Of course, the distance between the two planets varied a great deal, depending on how close Mars was to perihelion. Seven years ago was a good year. Total distance that year had only been fifty-nine million klicks. Petrovich tried the run again two years ago, but waited too long, and ended up chasing the Earth for eighty days with only two months of life support. Autopilot put him into a stable Earth orbit after a hundred twelve days in space, but he’d been dead for more than a month by then. That’s why the race was illegal.
“Why would she?” Adrian asked. Not asking Pablo really, just giving voice to his thoughts. “It doesn’t make any sense.”

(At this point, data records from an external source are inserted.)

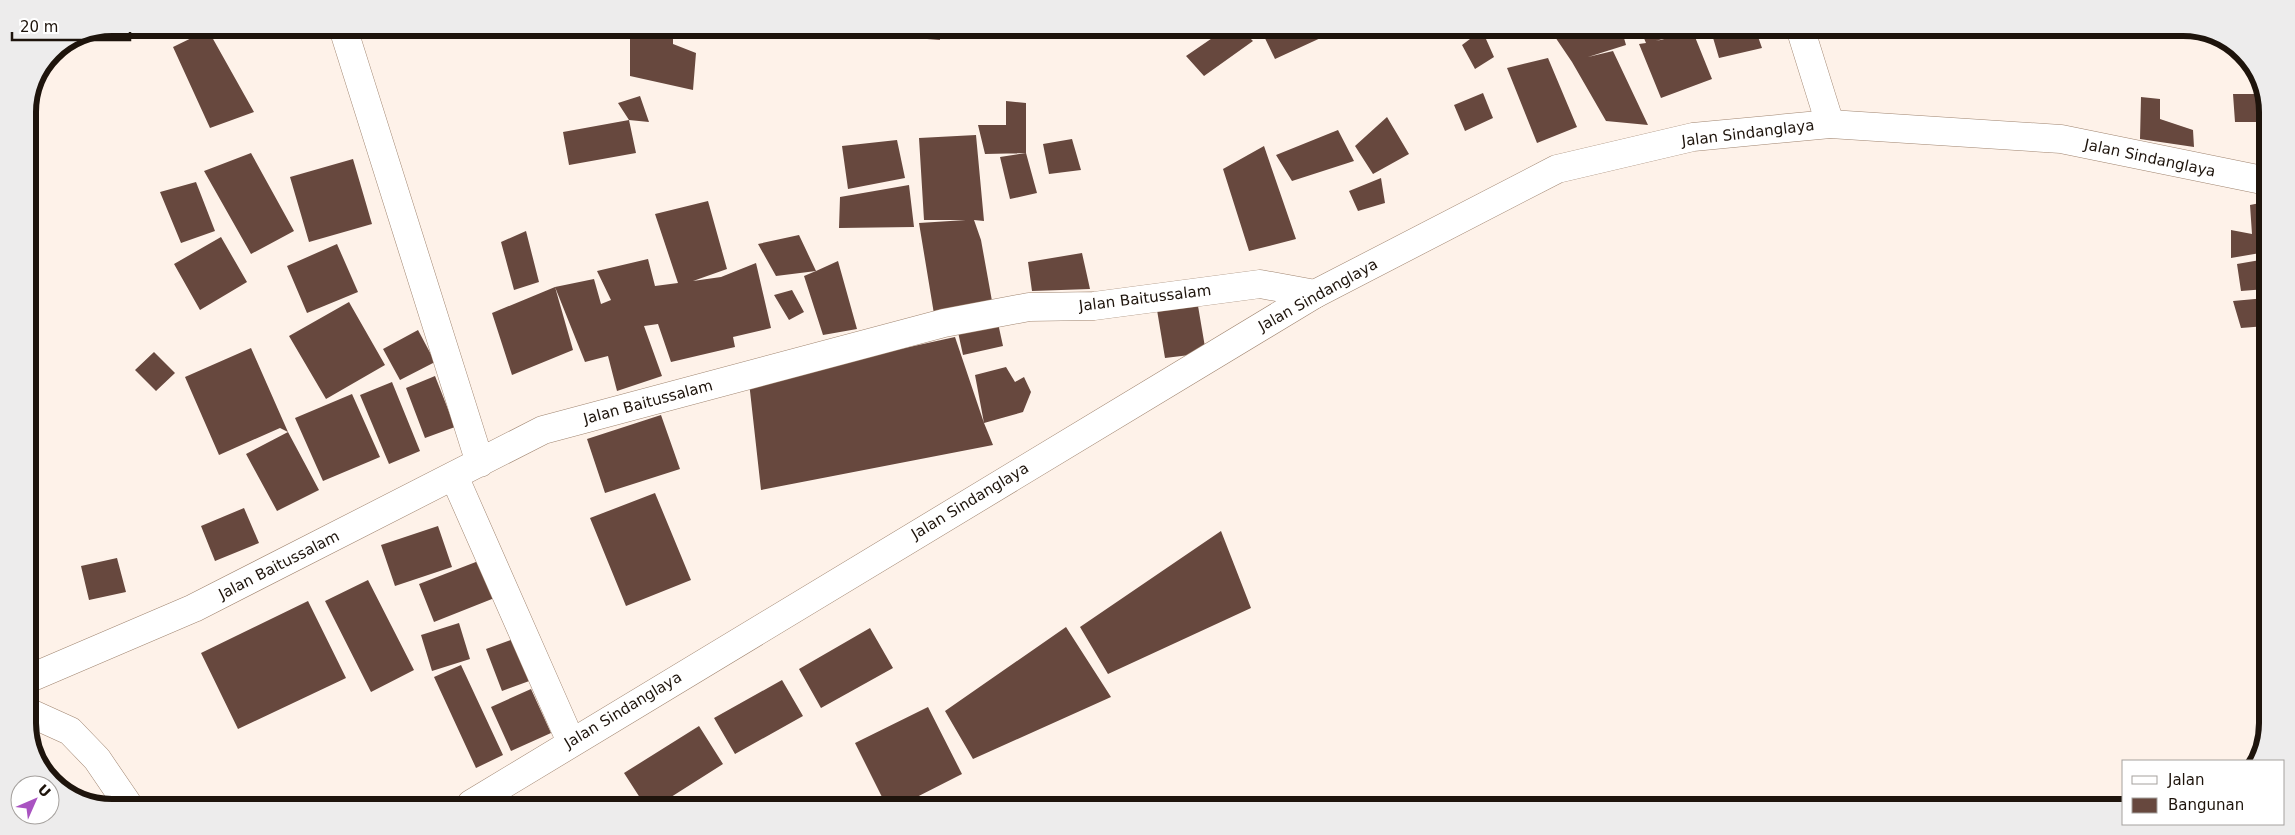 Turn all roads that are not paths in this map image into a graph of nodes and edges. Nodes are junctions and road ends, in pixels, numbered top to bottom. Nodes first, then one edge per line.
1 (346, 36) edge
2 (1803, 36) edge
3 (1830, 124) junction
4 (2259, 179) edge
5 (1315, 294) junction
6 (480, 463) junction
7 (454, 476) junction
8 (36, 676) edge
9 (36, 716) edge
10 (571, 742) junction
11 (124, 799) edge
12 (479, 799) edge

1 - 6 street
2 - 3 street
3 - 4 street, Jalan Sindanglaya
3 - 5 street, Jalan Sindanglaya
5 - 6 street, Jalan Baitussalam
5 - 10 street, Jalan Sindanglaya
6 - 7 street, Jalan Baitussalam
7 - 8 street, Jalan Baitussalam
7 - 10 street
9 - 11 street
10 - 12 street, Jalan Sindanglaya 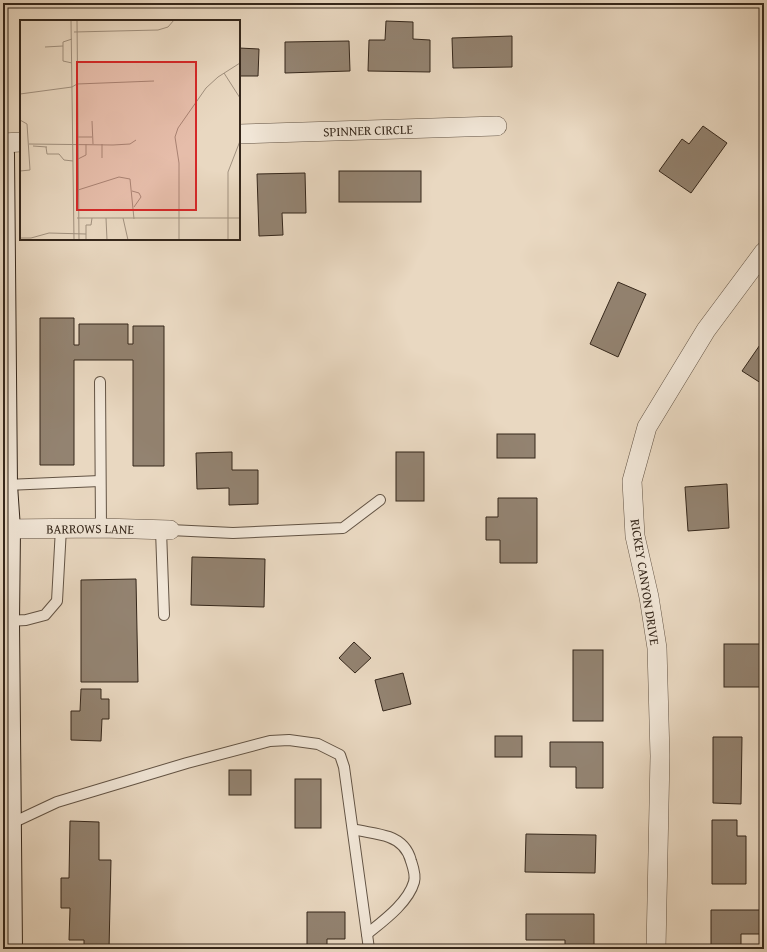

Pablo took it the wrong way.
“Sure, Clayton,” Pablo said. “Why would Dash rub up against us dirty rogue folk, eh? Risk everything to make a run, with a dirty rogue crew and a dirty rogue tetra hex engine? Crazy, eh?”
“Give me a name, Pablo,” Adrian said.
“No,” Pablo said.
Adrian reached for his terminal and swiped a holographic feed into the space between them. An image flickered. A teenage girl sitting on a bunk in a small, sparsely furnished room.
“Her name is Corin, right?” Adrian asked. “She’s your cousin? And she’s not supposed to be here, is she, Pablo?”
Bartek was pruning a pear tree. He stopped and smiled when Pablo and Adrian approached. The compound was surrounded by a thick stone wall. Pablo had punched a code into the panel near the gate door, and then the door had buzzed and opened. Adrian wasn’t sure what to expect, but he certainly didn’t expect a balding, elderly fellow with bright eyes and a bright smile.
Bartek seemed genuinely pleased to see them both. It was almost as if he’d been expecting them. He twisted the nozzle on the drip line near the base of the pear tree he’d been pruning, and when he was satisfied with the flow, he gathered up the cut branches and turned to face them both. Pablo was still afraid because of Corin. Adrian could tell looking at Bartek that the older man knew somehow. Knew that something was wrong at least. Bartek still smiled, but his smile was shaded by concern.
“This is the teacher?” Bartek asked.
Pablo nodded.
“Is everything all right, Pablo?” Bartek asked.
Pablo said nothing. His mouth was a tight line of worry.
“You’ll check in from time to time?” Bartek asked.
“Is okay to go?” Pablo asked.
Bartek looked at Adrian, asking the question.
“Of course,” Adrian said. “She’ll be safe now. Go home.”
Pablo returned the way they’d come. Bartek waited, smiling as he watched Pablo leave. He waited until Pablo had reached the thick stone wall, and then moved beyond the gate door and closed it behind himself, locking them inside.
“I assume you’ll be staying for a while?” Bartek asked.
“Has Dana initiated her first burn?” Adrian asked abruptly.
“Oh my, no, not yet,” Bartek said. “Tomorrow.”
“Mars opposition is in fifteen days,” Adrian said.
“Three hundred sixty-seven hours,” Bartek said. “But yes, essentially, you are correct. Opposition in fifteen days.”
“She’s too late. She’s going to miss,” Adrian said.
“I don’t agree,” Bartek said.
“Tell me she has enough life support,” Adrian said.
“She has enough life support for fifty days,” Bartek said.
Adrian could feel his heart beginning to race. Panic and anger gripped at his chest like a wild animal was attacking him.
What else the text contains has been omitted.